Fondata nel 2013, la band pubblica il primo album “‘O vicolo ‘e l’allerìa” (2014, Full Heads) e raggiunge fin da subito un buon successo di ascolti e di pubblico sia sul territorio nazionale che all’estero.
Nel 2017, il loro album "ParcoSofia" è tra i finalisti delle Targhe Tenco come miglior album in dialetto; La Maschera inoltre vince il Premio Andrea Parodi e partecipa a importanti festival nazionali e internazionali quali lo Szieget, il Seoul Music Week, l’Home Festival, il Folkest e il Giffoni Music Concept.
Nel 2019 arriva anche l’incontro con Vitorino Salomé, simbolo della musica popolare portoghese, che viene invitato come ospite al concerto del 19 dicembre alla “Casa della musica” di Napoli e con cui La Maschera registra “Se mai fossi”, riadattamento del brano di Salomé “Se tu es o meu amor”, pubblicato a gennaio 2020.
Durante la pandemia, Roberto pubblica "Isolamente", un album interamente suonato e prodotto in solo, un omaggio alla tradizione napoletana e sarda.
Nel 2022, esce il terzo album de La Maschera, "Sotto chi tene core", un concept album di 9 canzoni che parlano di riscatto sociale e sentimentale, un invito ad alzare lo sguardo e farsi avanti, cui seguono 3 tour nazionali con oltre 80 date, di cui numerosi sold out.

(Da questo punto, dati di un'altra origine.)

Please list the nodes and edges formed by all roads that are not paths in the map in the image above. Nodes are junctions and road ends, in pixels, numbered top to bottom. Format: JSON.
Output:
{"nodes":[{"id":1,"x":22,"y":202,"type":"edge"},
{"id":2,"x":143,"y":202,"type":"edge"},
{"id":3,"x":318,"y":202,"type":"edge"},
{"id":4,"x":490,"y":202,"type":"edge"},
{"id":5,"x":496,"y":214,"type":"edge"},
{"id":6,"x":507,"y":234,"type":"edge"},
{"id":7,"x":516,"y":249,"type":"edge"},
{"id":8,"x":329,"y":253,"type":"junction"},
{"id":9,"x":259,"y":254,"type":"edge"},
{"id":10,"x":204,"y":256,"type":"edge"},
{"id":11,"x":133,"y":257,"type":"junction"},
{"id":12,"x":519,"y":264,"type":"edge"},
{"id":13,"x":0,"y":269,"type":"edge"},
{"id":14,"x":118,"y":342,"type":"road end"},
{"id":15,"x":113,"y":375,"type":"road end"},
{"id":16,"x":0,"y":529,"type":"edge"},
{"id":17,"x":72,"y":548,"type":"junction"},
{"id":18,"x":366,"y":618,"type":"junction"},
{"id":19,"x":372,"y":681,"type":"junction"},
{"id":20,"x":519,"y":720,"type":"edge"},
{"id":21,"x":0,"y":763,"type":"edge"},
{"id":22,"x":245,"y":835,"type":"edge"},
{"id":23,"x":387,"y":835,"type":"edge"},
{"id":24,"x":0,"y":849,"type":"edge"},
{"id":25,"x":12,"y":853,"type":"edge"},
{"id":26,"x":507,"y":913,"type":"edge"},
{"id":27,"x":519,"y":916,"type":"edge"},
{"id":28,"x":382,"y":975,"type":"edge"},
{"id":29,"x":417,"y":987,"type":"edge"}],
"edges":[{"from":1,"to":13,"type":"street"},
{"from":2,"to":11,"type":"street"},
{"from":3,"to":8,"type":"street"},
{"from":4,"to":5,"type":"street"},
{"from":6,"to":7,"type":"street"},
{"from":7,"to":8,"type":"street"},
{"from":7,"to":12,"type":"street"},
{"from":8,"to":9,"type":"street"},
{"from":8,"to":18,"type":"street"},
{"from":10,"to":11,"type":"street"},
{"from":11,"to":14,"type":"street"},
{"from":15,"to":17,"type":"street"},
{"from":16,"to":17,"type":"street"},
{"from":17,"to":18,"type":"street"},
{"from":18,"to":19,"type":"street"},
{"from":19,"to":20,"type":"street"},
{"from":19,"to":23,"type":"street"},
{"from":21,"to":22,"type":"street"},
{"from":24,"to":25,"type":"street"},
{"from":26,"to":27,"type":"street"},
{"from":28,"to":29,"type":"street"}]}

Roberto Colella è anche autore di "Napoli 1943 – Sotto chi tene core", una cartolina letteraria sulla resistenza partenopea durante la Seconda Guerra Mondiale.
Il 15 agosto 2023 Roberto Colella si è esibito in Piazza del Plebiscito con uno spettacolo inedito, e il featuring a sorpresa di Lello Arena nell’ambito della rassegna “R-estate a Napoli". A dicembre di quell’anno, Colella presenta il suo spettacolo “Ci inventeremo qualcosa” per 4 date al Teatro Cilea di Napoli. Con lui sul palco Michele Maione alle percussioni, gli Ondanueve String Quartet, e ospiti a sorpresa per ogni serata, a seguire il tour “Canzoni nude e racconti di Resistenza”, dieci date nei teatri di tutta Italia in duo con Michele Maione.
Nell’estate 2025 scioglie la band che annuncia il Terminatour, 10 date in tutta Italia per salutare i fan e festeggiare questi 12 anni di musica, palchi e condivisione.
Giovedì 7 maggio esce “Ce Sta Sempe Na Via” (Full Heads/Audioglobe), il primo album solista di inediti, anticipato dal singolo La Casa Sull’Albero.
La sua musica unisce tradizione e impegno sociale, con un forte legame alla sua terra.